Work request » Below are records; please give the number of their lines that contain the string "image", and only that number.

Start of Records for processing

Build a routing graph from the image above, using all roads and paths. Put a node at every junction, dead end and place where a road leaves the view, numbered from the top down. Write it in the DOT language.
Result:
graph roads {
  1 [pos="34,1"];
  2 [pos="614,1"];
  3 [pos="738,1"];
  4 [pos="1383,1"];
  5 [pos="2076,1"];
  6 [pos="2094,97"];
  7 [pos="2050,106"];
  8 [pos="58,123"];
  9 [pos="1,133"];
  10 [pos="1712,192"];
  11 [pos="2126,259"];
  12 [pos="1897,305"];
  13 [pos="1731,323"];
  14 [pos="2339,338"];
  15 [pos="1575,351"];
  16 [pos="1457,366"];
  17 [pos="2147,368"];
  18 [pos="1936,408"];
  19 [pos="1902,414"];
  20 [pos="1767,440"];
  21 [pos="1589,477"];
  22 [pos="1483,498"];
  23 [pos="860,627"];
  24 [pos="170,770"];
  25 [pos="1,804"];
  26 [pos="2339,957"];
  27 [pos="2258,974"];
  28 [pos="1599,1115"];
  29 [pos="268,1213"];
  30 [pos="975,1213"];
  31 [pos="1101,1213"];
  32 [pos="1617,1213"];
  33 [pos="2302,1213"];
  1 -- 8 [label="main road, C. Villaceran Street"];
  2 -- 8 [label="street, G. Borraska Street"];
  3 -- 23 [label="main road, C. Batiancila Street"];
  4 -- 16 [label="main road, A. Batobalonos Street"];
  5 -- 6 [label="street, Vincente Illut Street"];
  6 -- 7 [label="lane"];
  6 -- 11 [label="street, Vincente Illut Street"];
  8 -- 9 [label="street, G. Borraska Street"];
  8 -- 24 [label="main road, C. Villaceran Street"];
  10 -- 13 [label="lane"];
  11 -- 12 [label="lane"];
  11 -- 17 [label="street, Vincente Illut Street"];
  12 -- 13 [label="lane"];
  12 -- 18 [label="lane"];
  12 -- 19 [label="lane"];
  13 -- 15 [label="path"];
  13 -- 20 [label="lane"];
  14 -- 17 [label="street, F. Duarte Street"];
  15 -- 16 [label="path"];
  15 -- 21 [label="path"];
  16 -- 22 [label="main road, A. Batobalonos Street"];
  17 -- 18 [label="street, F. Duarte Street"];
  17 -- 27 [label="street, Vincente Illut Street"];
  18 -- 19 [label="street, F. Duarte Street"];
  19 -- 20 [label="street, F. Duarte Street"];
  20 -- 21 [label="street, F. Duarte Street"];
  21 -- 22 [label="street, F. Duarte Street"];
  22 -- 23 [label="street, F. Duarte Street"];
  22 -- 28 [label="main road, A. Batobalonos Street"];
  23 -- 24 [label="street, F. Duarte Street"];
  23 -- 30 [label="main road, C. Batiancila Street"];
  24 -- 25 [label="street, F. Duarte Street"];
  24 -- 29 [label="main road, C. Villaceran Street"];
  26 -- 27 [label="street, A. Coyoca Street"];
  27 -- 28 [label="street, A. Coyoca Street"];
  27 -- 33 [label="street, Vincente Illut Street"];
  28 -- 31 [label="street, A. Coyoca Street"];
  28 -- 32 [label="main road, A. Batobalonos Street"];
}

End of Records for processing
Start of Records for processing

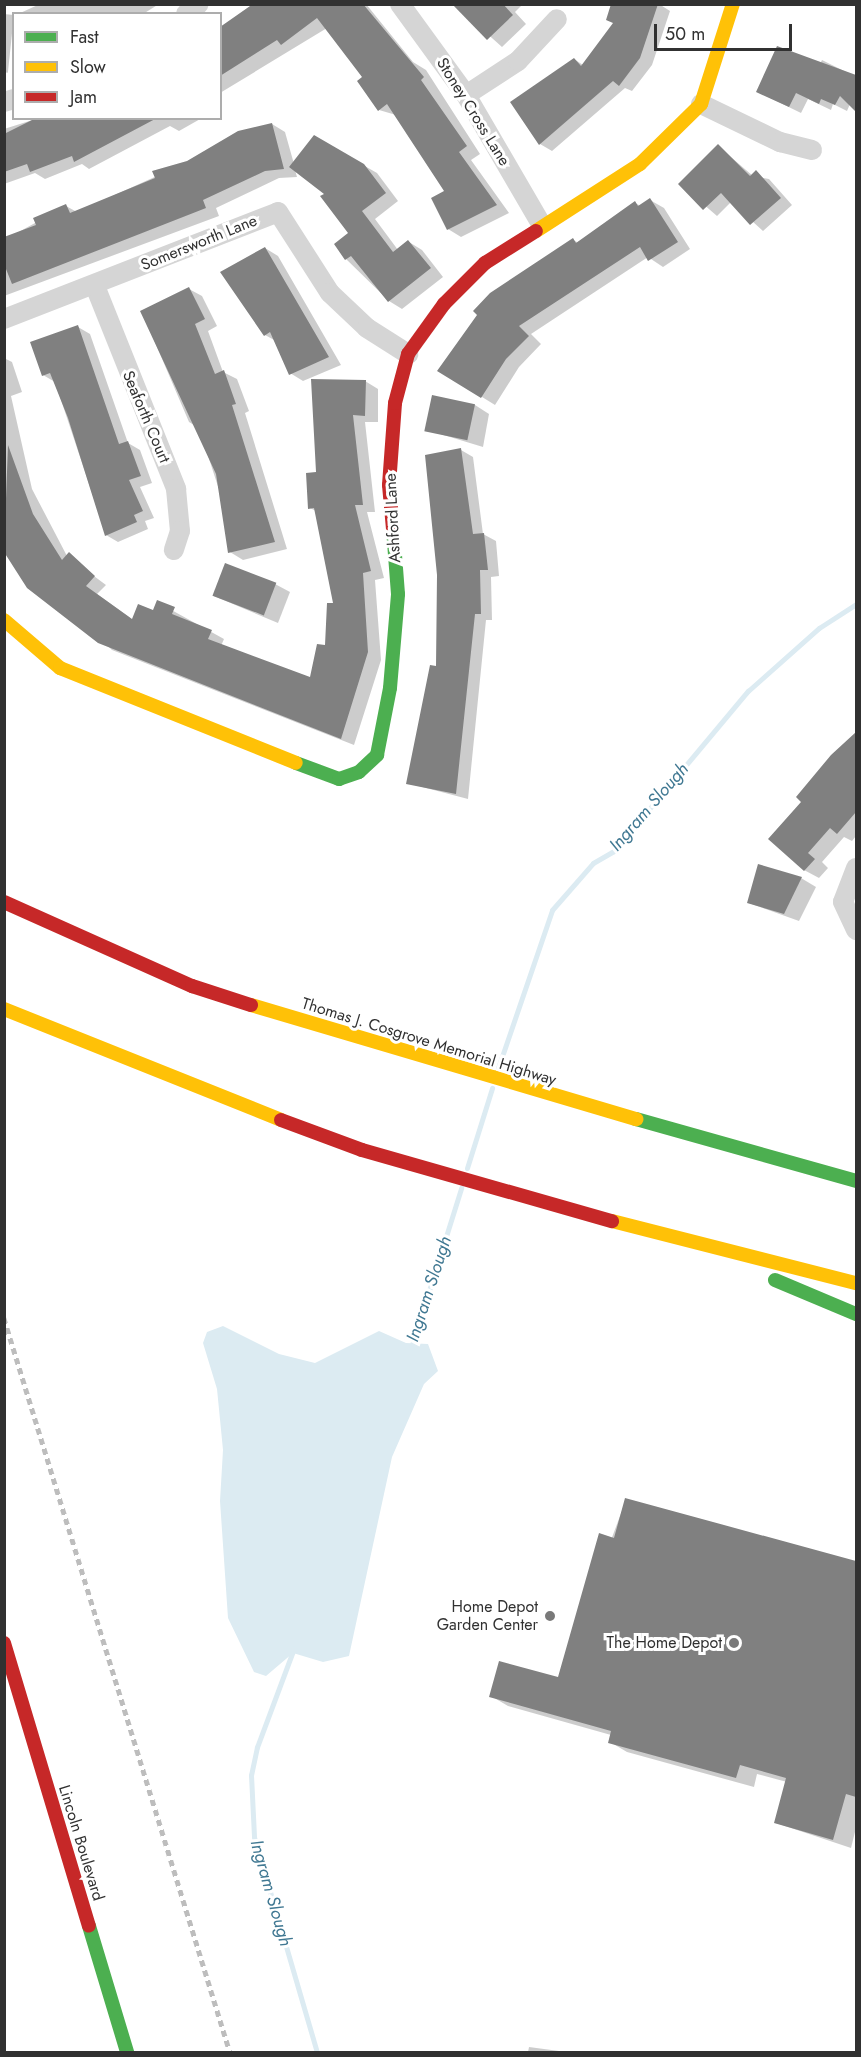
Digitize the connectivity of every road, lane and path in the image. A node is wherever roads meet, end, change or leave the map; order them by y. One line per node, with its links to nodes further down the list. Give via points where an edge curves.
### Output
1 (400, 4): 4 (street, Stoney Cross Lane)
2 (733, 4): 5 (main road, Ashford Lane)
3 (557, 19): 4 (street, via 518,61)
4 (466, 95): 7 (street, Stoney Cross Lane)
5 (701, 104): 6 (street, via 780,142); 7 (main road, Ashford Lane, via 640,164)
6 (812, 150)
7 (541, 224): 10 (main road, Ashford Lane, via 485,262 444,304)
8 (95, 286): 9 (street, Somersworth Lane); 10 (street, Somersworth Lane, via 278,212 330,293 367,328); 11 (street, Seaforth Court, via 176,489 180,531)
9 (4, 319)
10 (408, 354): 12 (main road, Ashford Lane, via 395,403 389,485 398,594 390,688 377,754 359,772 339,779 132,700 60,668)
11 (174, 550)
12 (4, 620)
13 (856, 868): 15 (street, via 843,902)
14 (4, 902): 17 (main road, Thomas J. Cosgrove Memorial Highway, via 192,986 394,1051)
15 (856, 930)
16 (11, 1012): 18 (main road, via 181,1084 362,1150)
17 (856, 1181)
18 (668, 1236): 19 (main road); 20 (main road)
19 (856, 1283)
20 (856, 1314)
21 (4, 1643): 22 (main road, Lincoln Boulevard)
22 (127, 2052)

End of Records for processing

The completed task » 2